Once the integration implementation is complete, the matter of
historical data must be addressed. Any information residing on the
PACS that was acquired before DMWL capability was in place may be
missing data and was subject to common data-entry error
occurrences. The organization should confirm that its PACS vendor
offers tools to help it identify and correct these problems.
Elements of Success
The factors that lead to success are highly dependent on the
short-term and long-term goals of the enterprise. A phased approach
is often the best way to tackle any integration project. A
realistic expectation level for progress can be gained by working
closely with vendors, who can help the organization understand the
requirements and details of the project. Since improved work flow
is the ultimate result of RIS-PACS integration, it makes sense to
maximize that benefit through careful planning and data mapping.

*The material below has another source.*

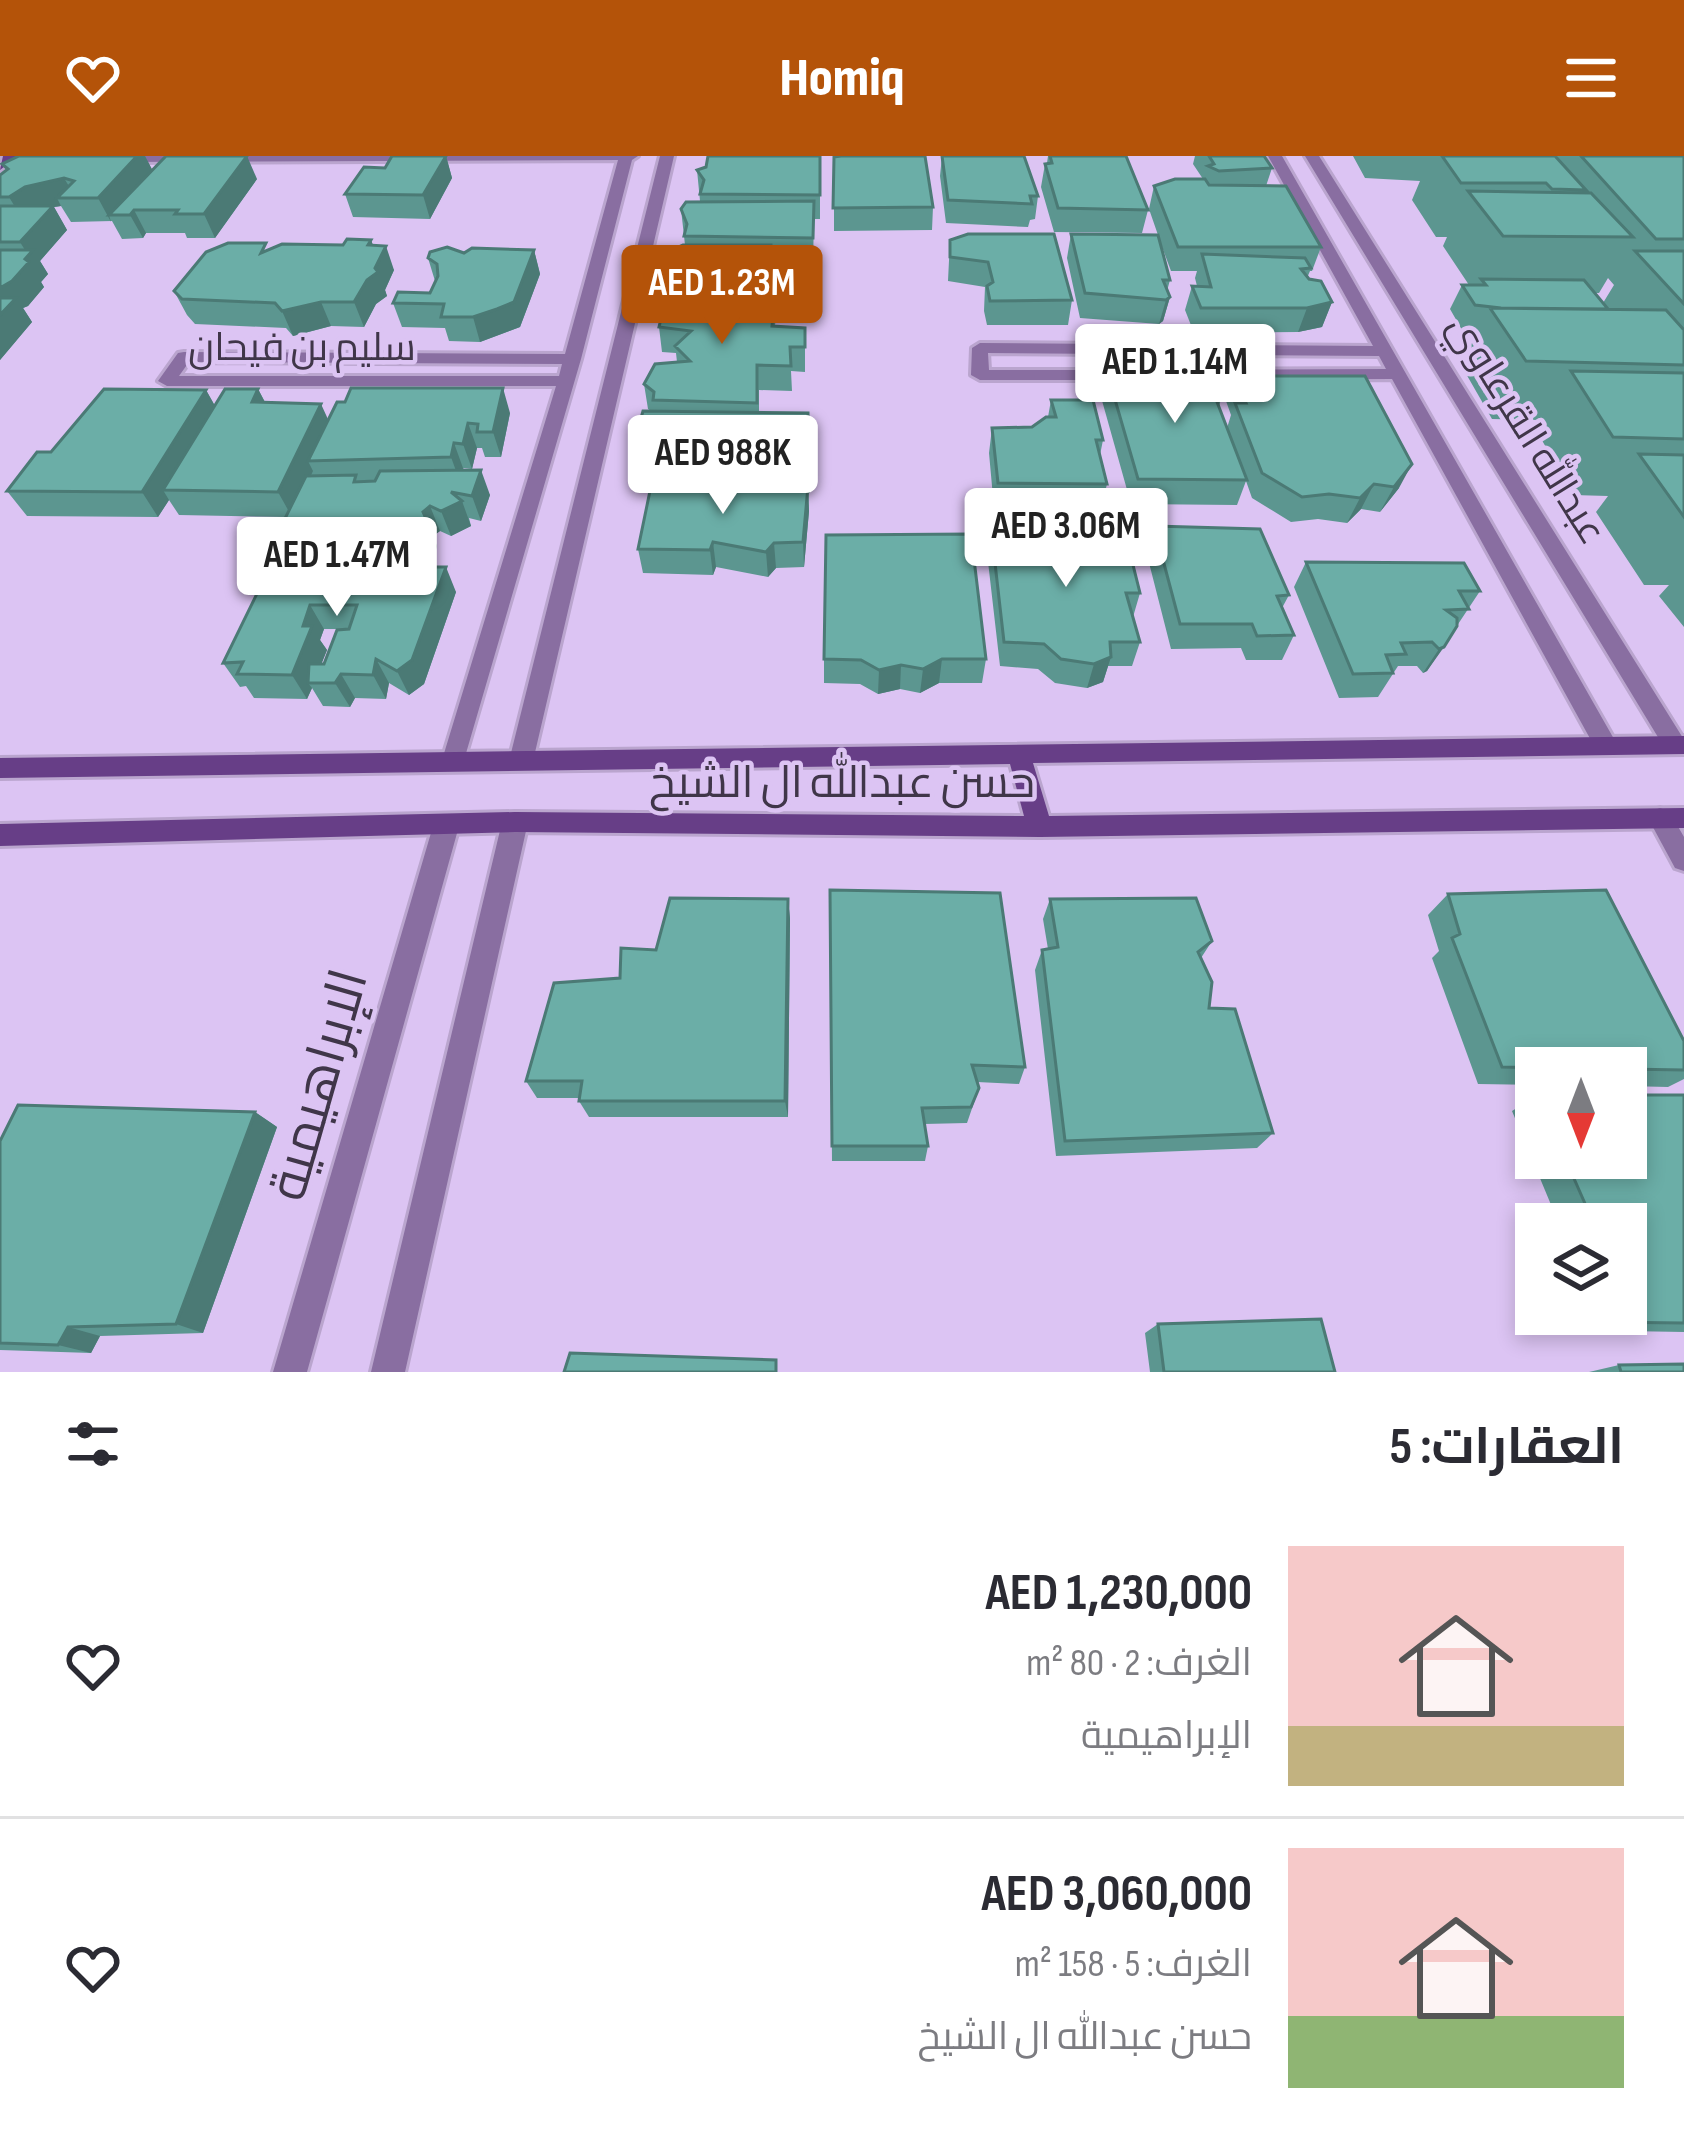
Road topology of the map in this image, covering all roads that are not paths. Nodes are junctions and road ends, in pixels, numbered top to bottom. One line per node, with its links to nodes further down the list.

Institutions should look for potential trouble spots that might be
caused by missing or unused data fields and should ask their HL7
and DICOM vendors for suggestions on how to minimize these
problems.
Testing is critical to success. Tests should be plentiful and
should cover a wide range of HIS/RIS message types and procedures,
in addition to covering as many modalities as possible. When
working with multiple vendors, bringing them together in conference
calls or meetings helps facilitate the coordination of effort. With
close cooperation, issues can be resolved to everyone's
satisfaction. With proper planning, open lines of communication,
and clearly defined work-flow goals, RIS/PACS integration is within
an institution's reach.
David Tomczak is director, systems integration and services, eMed Technologies, Lexington, Mass.